Print, exactly as they stand, the lines from the start of the listing to the line containing "div /now exch def", inclusive.
(The input)
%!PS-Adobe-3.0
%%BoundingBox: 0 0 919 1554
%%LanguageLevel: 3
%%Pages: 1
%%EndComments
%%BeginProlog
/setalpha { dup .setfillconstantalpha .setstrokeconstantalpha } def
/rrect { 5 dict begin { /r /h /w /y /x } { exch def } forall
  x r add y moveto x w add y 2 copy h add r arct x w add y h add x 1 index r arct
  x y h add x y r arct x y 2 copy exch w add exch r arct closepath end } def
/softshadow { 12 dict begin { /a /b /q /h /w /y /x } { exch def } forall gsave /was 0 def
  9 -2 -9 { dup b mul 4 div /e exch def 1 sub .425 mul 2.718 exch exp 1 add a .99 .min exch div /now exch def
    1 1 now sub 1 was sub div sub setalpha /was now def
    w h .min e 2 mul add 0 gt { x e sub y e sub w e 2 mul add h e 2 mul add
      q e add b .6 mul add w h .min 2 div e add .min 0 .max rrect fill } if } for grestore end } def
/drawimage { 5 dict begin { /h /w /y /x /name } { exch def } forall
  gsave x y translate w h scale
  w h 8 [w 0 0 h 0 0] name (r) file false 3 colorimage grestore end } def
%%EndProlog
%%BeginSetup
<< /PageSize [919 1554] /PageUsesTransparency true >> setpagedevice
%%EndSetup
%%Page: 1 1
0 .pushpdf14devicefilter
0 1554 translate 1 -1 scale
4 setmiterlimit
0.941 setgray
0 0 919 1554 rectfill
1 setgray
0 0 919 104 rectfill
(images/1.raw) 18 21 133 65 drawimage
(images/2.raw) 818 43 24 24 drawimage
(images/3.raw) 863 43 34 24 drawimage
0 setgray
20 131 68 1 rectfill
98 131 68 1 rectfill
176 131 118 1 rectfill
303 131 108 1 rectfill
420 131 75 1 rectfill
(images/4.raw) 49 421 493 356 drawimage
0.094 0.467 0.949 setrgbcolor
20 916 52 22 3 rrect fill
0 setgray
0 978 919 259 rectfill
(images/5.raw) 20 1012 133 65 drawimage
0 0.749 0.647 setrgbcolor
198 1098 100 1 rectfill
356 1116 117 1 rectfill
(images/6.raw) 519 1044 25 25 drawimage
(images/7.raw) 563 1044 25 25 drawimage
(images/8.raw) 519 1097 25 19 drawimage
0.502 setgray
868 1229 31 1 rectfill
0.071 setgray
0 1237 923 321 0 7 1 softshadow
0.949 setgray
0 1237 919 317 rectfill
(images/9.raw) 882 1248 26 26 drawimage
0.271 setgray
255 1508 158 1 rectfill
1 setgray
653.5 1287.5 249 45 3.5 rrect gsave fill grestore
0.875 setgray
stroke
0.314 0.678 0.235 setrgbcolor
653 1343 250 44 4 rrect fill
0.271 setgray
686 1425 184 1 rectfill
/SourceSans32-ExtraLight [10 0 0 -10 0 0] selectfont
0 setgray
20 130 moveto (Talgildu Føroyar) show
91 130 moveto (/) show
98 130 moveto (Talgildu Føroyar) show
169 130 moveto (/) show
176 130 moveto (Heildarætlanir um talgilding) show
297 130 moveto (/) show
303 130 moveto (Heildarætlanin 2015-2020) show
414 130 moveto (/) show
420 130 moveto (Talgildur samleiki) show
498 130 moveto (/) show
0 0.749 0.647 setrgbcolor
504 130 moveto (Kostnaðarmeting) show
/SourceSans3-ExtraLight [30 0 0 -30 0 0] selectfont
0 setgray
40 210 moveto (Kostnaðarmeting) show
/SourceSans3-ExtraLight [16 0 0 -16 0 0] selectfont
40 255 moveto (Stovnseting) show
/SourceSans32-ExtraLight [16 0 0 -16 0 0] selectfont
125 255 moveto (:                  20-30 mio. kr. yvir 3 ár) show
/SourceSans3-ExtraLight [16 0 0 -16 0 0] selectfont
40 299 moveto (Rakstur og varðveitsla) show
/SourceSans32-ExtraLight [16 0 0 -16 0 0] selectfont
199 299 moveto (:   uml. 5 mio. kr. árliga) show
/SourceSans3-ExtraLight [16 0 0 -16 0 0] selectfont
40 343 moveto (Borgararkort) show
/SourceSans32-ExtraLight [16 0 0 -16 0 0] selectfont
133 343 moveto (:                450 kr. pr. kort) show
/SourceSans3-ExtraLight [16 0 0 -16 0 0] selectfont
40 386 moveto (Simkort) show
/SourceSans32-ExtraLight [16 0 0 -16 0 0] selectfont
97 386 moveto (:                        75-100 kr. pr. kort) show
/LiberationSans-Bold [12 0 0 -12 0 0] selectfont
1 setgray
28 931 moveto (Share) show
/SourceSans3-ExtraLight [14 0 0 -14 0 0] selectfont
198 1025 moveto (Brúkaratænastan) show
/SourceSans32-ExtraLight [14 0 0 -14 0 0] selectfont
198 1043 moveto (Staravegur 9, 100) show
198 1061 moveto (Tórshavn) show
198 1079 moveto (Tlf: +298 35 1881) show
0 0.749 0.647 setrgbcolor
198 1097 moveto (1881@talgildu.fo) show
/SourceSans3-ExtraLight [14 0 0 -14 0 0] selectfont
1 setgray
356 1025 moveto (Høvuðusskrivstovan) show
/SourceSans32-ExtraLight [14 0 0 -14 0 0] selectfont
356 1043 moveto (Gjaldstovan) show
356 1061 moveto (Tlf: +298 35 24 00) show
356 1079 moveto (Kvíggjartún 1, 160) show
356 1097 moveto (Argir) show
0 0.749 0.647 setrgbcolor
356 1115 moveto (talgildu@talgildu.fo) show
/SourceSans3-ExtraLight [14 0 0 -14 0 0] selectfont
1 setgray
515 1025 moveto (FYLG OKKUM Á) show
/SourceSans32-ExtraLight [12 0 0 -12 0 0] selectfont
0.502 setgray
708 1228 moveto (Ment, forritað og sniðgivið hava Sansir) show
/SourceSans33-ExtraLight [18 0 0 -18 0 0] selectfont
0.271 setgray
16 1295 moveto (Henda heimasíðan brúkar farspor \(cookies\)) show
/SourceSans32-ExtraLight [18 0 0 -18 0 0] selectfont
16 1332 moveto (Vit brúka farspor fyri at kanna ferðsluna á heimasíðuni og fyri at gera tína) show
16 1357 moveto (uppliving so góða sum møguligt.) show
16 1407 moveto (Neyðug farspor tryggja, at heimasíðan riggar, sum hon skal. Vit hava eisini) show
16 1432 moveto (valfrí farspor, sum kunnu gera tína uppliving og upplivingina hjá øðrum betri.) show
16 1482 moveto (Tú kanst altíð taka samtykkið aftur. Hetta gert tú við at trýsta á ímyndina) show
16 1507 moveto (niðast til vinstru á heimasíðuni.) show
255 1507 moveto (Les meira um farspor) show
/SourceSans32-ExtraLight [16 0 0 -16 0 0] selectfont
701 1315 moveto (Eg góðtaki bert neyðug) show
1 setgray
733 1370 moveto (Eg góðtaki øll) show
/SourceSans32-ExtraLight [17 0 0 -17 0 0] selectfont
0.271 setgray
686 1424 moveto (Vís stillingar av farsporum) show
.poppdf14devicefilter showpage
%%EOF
(End The input)
Output of the exercise:
%!PS-Adobe-3.0
%%BoundingBox: 0 0 919 1554
%%LanguageLevel: 3
%%Pages: 1
%%EndComments
%%BeginProlog
/setalpha { dup .setfillconstantalpha .setstrokeconstantalpha } def
/rrect { 5 dict begin { /r /h /w /y /x } { exch def } forall
  x r add y moveto x w add y 2 copy h add r arct x w add y h add x 1 index r arct
  x y h add x y r arct x y 2 copy exch w add exch r arct closepath end } def
/softshadow { 12 dict begin { /a /b /q /h /w /y /x } { exch def } forall gsave /was 0 def
  9 -2 -9 { dup b mul 4 div /e exch def 1 sub .425 mul 2.718 exch exp 1 add a .99 .min exch div /now exch def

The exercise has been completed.